AS: Some of the biggest stars in the film are the elephants. Kailash shot them crossing from one island to the other in Periyar. In fact the mahout in the film is also the one who sang the Malayali version of the song. In fact, ‘Mile Sur Mera Tumhara …’ is so much a part of the lives of many famous people … Deepika Padukone once told me that to get her to eat her lunch as a schoolgirl, her mother would play ‘Mile Sur Mera Tumhara …’ which also featured her Dad, Prakash Padukone. Also, Priyanka Chopra, remembers the song so well that she sang it for me ad verbatim.
KS: ‘Mile Sur Mera Tumhara …’ was a project like never before. I shot the Kashmir sequence in the morning. By the evening I was shooting in Kanyakumari. Those days there was only Indian Airlines. And they provided me the utmost cooperation. In fact, when dealing with superstars, I was surprised by many. When Aarti spoke to Sharmila Tagore, she immediately agreed to feature as her husband, Nawab Pataudi and her daughter Soha, had been featured in my earlier ‘Torch of Freedom’ video and she was thrilled by the attention they had got. I also went all the way to Goa to capture Mario Miranda. There is also a shot that Suresh Mullick insisted on which was of the Calcutta metro which had just started then and was the pride of India. Very few people realize that there is a train in the film also, the ever popular Deccan Queen. Oh, I could just go on and on.
AS: The last shot with the school kids was shot at Suresh Mullick’s insistence at his school in Shimla! There are therefore a lot of personal stories involved with ‘Mile Sur Mera Tumhara …’
An evening that was planned for a half hour meeting stretches into nearly three hours. My diary is still full of many more anecdotes the Surendranaths narrated with such relish. I have a space and time constraint on how much I can carry in the Blog.
The united colours of the 1990s
There has been nothing quite like ‘Mile Sur Mera Tumhara …’ in the past nearly three decades. In 1997, A.R. Rahman created the famous ‘Maa Tujhe Salaam’ video which went on to create many a record.

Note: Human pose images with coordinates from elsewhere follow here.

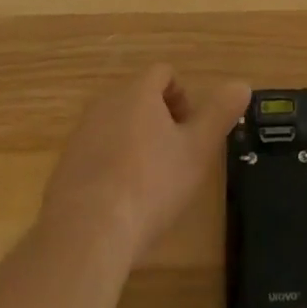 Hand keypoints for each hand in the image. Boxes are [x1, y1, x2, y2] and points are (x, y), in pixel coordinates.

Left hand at [42, 65, 250, 264]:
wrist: (85, 234)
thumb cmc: (150, 185)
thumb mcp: (197, 151)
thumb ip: (220, 114)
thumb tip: (243, 85)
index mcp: (138, 92)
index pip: (163, 73)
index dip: (182, 95)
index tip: (189, 129)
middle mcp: (106, 103)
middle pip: (137, 97)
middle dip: (158, 120)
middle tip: (174, 157)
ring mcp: (80, 135)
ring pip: (114, 125)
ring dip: (133, 143)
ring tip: (147, 183)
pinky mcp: (63, 167)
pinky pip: (94, 155)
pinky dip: (109, 167)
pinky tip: (119, 203) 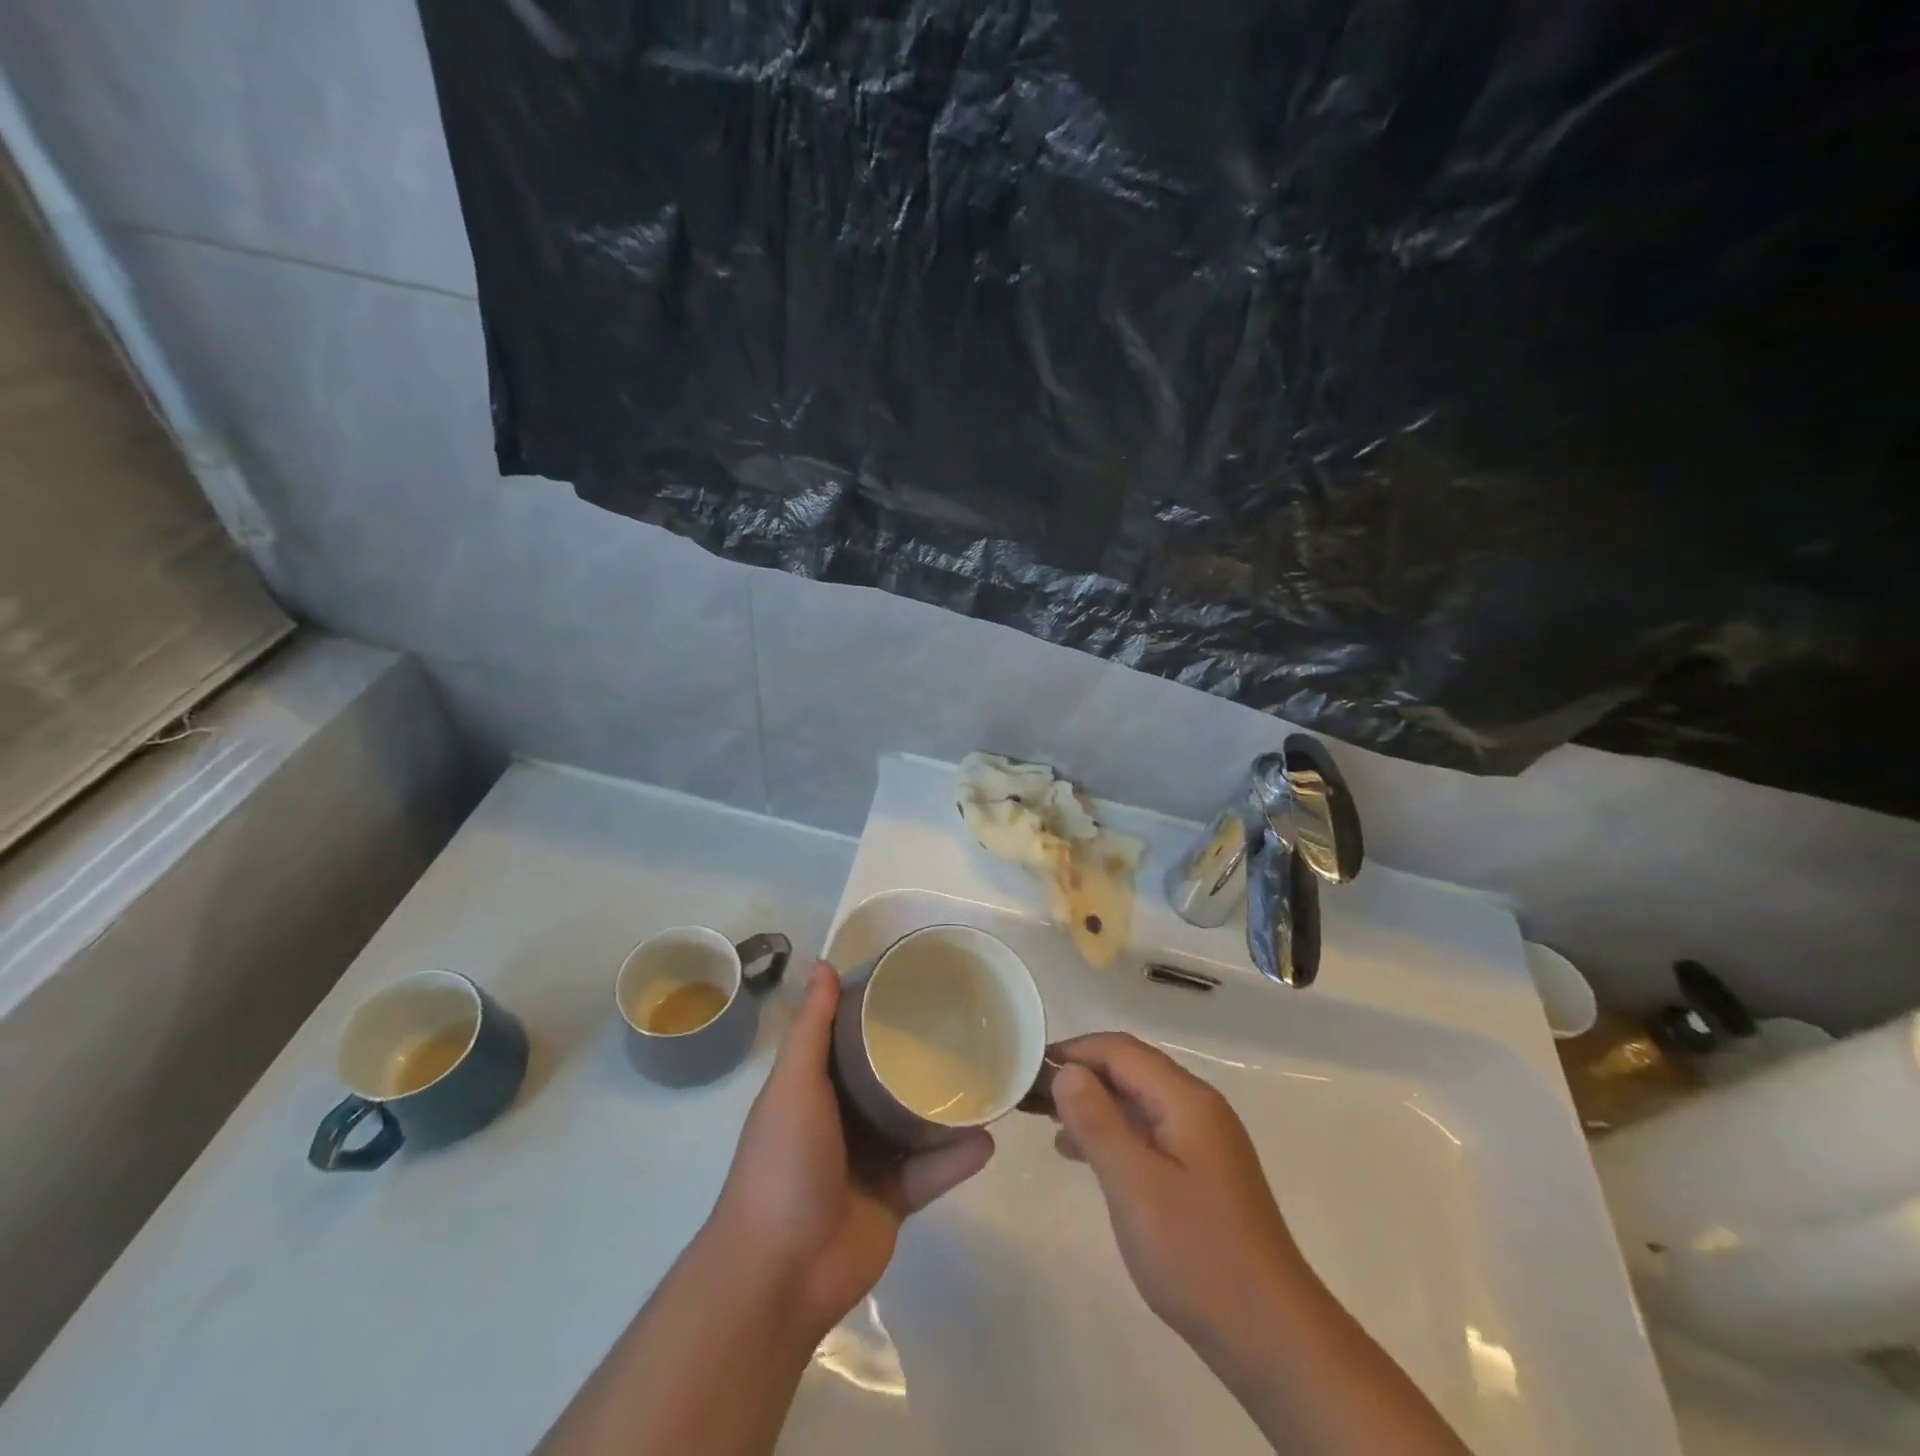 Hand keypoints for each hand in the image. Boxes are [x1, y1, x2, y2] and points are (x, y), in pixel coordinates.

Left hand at [708, 962, 993, 1343]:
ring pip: (916, 1125)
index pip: (850, 1040)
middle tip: (966, 1029)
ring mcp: (870, 1163)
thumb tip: (823, 964)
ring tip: (989, 1079)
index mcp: (816, 1089)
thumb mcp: (794, 1085)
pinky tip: (987, 1138)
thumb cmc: (782, 1162)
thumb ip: (812, 1029)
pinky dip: (956, 1159)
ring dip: (948, 1108)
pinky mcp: (894, 1202)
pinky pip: (932, 1173)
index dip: (877, 1013)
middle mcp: (844, 1120)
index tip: (915, 984)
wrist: (779, 1272)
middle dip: (921, 1059)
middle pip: (889, 1081)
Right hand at [1050, 1032, 1310, 1355]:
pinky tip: (1085, 1154)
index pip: (1121, 1051)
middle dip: (1081, 1074)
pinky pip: (1149, 1131)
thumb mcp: (1135, 1186)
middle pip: (1131, 1069)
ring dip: (1094, 1103)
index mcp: (1187, 1099)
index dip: (1074, 1050)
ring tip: (1047, 1120)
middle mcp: (1199, 1107)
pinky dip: (1114, 1132)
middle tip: (1031, 1095)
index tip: (1029, 1066)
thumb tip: (1065, 1070)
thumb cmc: (1198, 1255)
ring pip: (1139, 1101)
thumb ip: (1097, 1122)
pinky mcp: (1202, 1172)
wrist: (1273, 1338)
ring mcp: (1204, 1141) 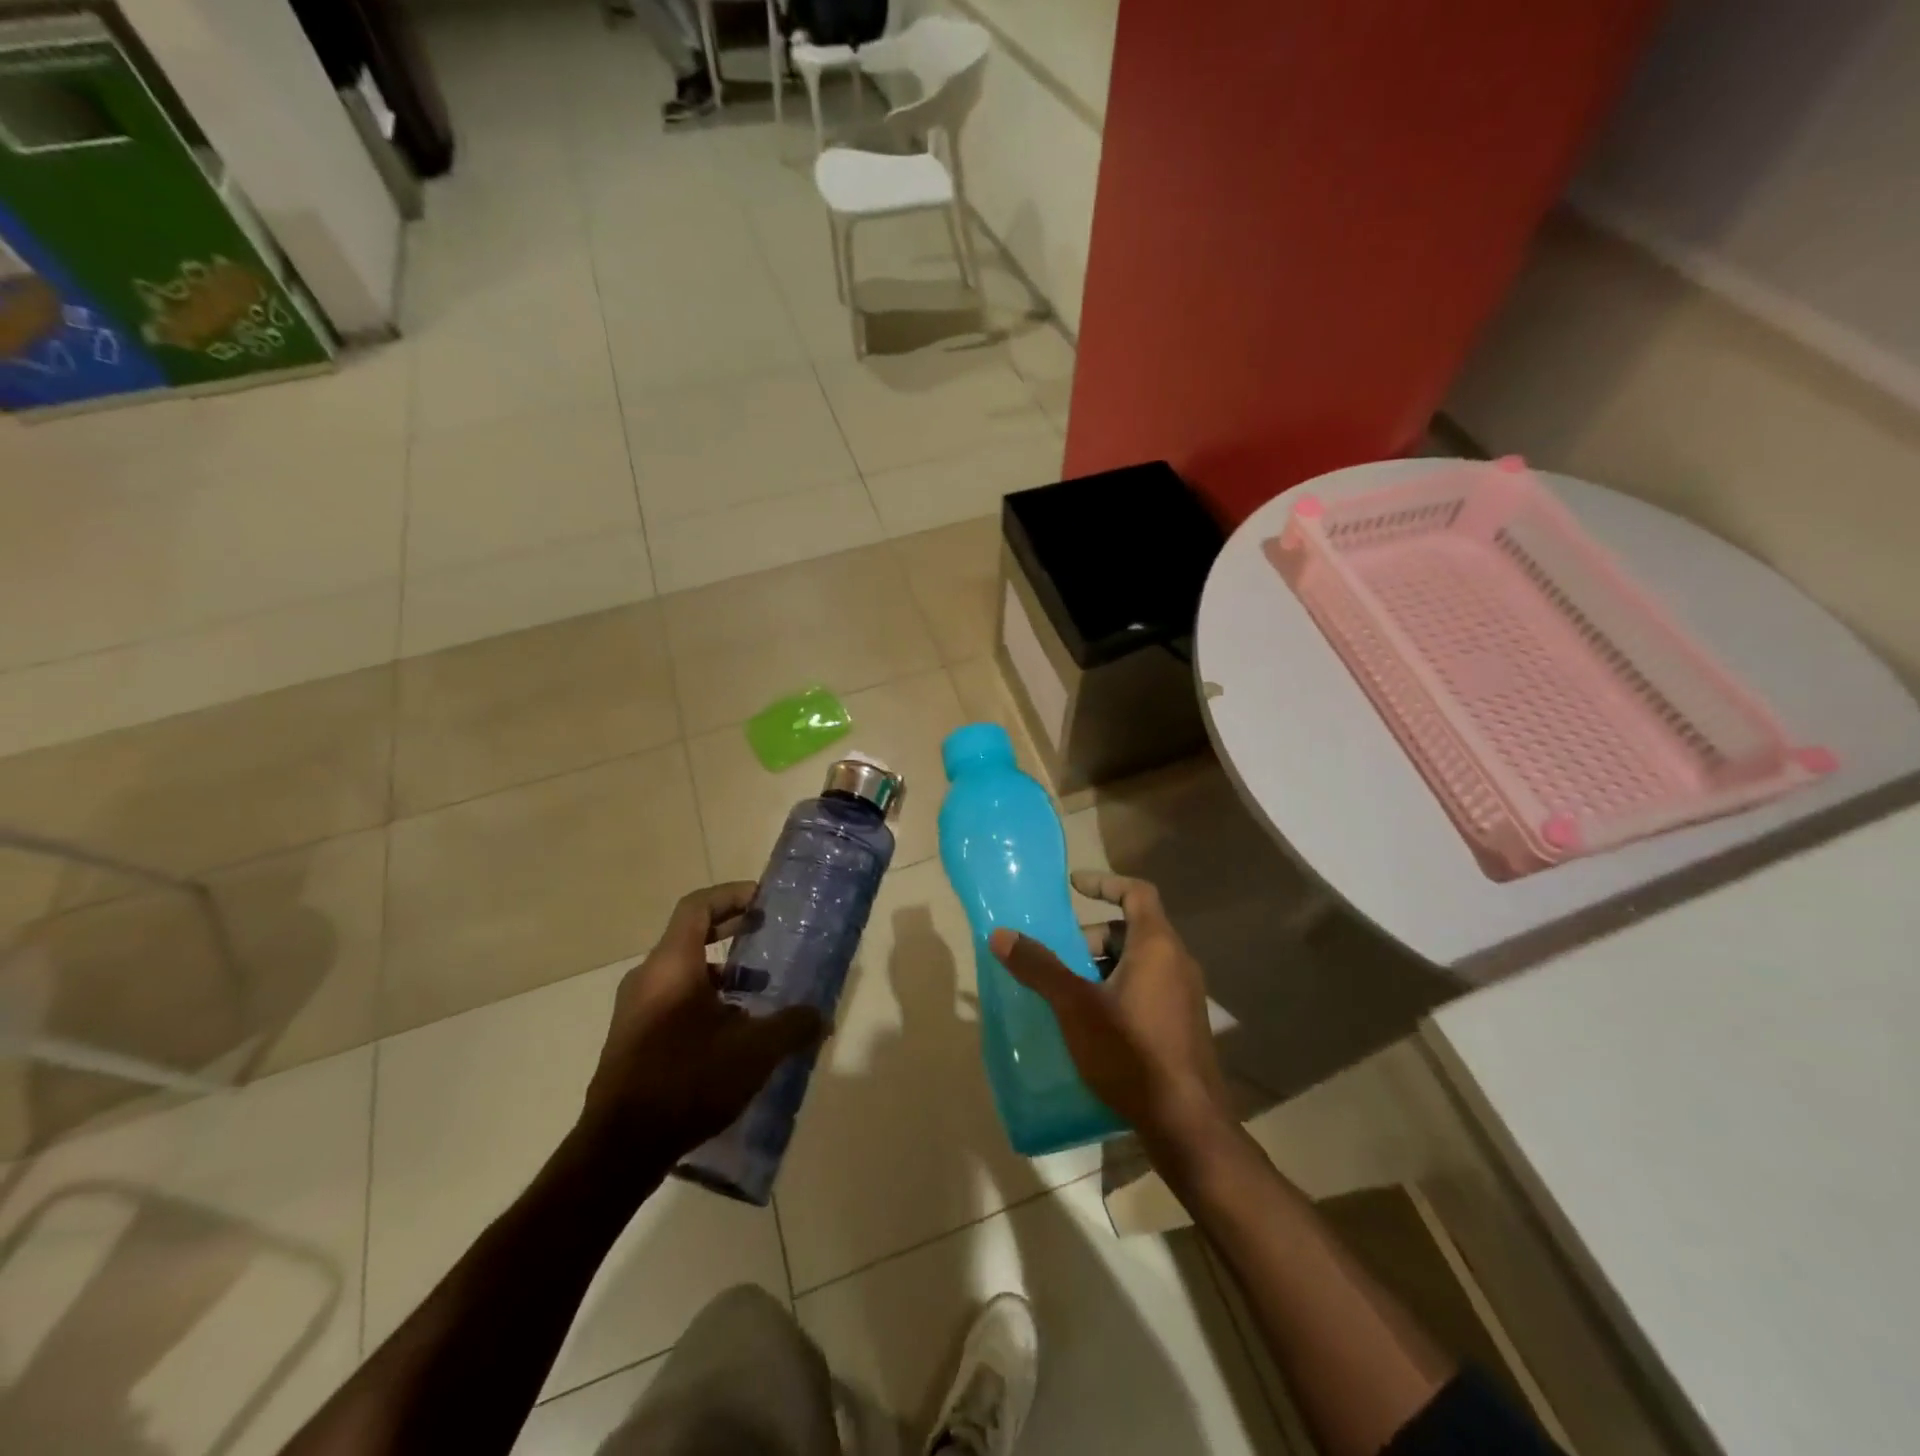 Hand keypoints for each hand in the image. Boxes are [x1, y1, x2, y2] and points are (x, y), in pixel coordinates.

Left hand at [580, 883, 825, 1166]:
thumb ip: (793, 1027)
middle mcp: (648, 978)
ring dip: (721, 973)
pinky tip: (732, 1034)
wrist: (620, 1149)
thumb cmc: (688, 1080)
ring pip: (683, 973)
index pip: (698, 907)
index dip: (731, 895)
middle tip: (766, 934)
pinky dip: (705, 1001)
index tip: (763, 900)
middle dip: (730, 931)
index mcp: (672, 965)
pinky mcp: (632, 1041)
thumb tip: (823, 1018)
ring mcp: (635, 1011)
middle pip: (690, 936)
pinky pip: (673, 1002)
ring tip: (758, 992)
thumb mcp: (755, 1051)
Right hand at [989, 871, 1232, 1152]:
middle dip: (1090, 938)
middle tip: (1058, 959)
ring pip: (1138, 962)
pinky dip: (1116, 989)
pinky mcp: (1183, 1025)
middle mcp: (1177, 962)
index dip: (1104, 882)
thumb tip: (1001, 935)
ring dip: (1101, 966)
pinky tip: (1092, 1023)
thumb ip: (1039, 968)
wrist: (1186, 1123)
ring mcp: (1184, 995)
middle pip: (1131, 930)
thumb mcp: (1075, 1007)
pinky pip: (1146, 988)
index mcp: (1157, 946)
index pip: (1136, 892)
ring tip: (1068, 993)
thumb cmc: (1130, 1052)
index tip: (1073, 885) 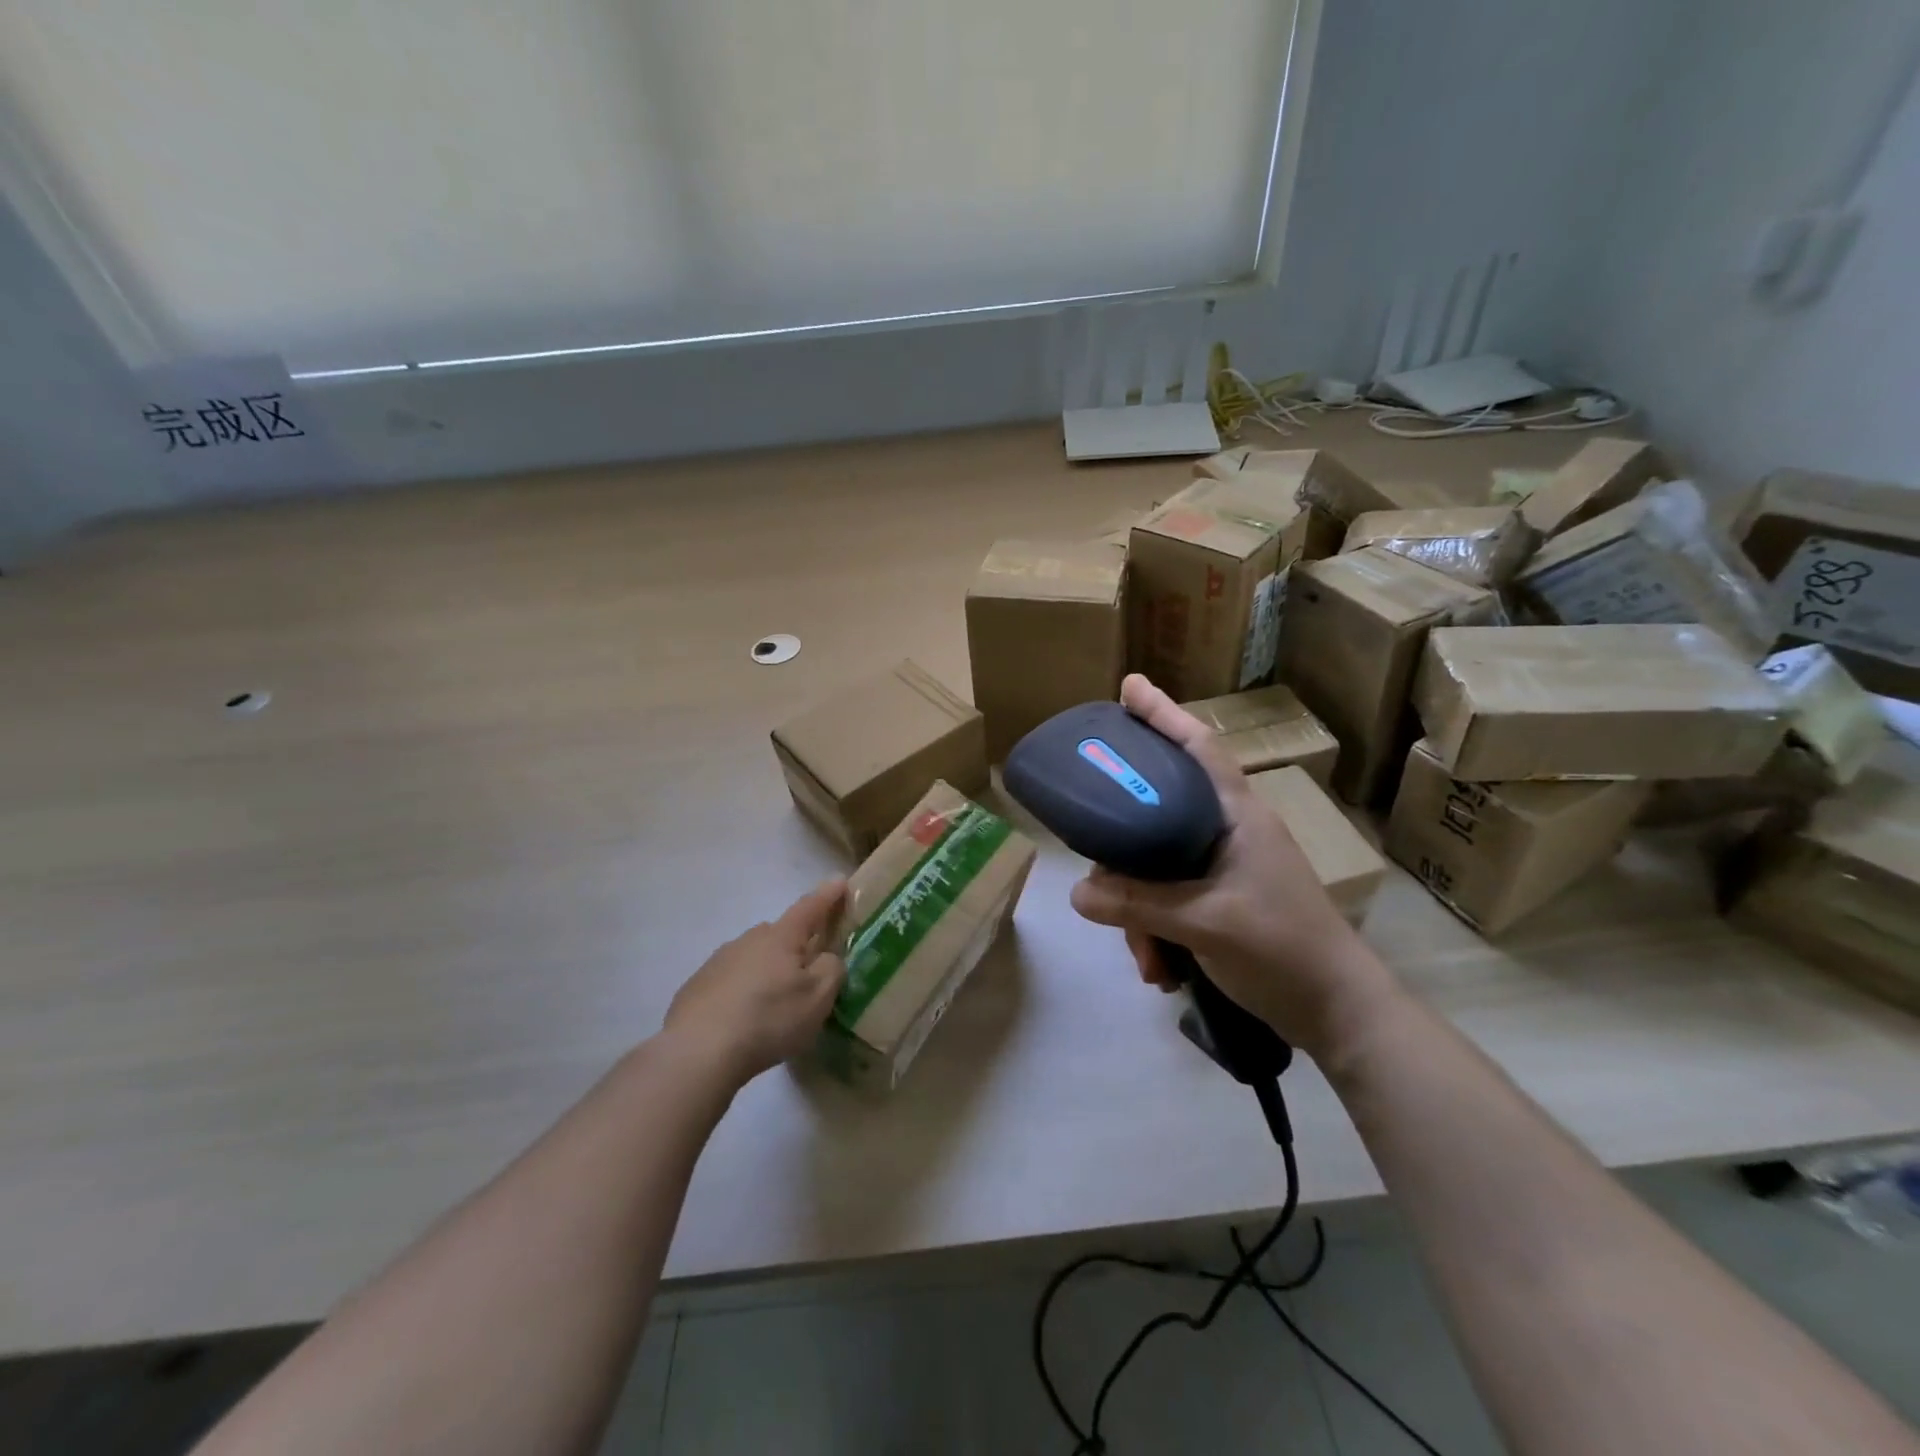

If there has been a composition to rival ‘Mile Sur Mera Tumhara …’, it is ‘Maa Tujhe Salaam’. But I will not get into the ‘Maa Tujhe Salaam’ story, and will leave it for another day. This Blog today is in celebration of the original unifying song of India, the song that a whole generation hummed for years and years. This Blog is a salute to Kailash Surendranath, his beautiful wife, Aarti and to their everlasting contribution to national integration. I must mention here that Kailash did both ‘Mile Sur Mera Tumhara …’ and ‘Torch of Freedom’ completely free of cost, sacrificing perhaps tens of commercials that he could have made during the time he was making these epics. Kailash is a genius. He is one of the tallest personalities of our advertising world. ‘Mile Sur Mera Tumhara …’ will continue to keep alive his enduring legacy in the years to come.
(Sandeep Goyal uses this Blog to recreate some of the epoch making events of Indian advertising. The making of ‘Mile Sur Mera Tumhara …’ was one such unforgettable moment, to be cherished and saluted by generations to come.)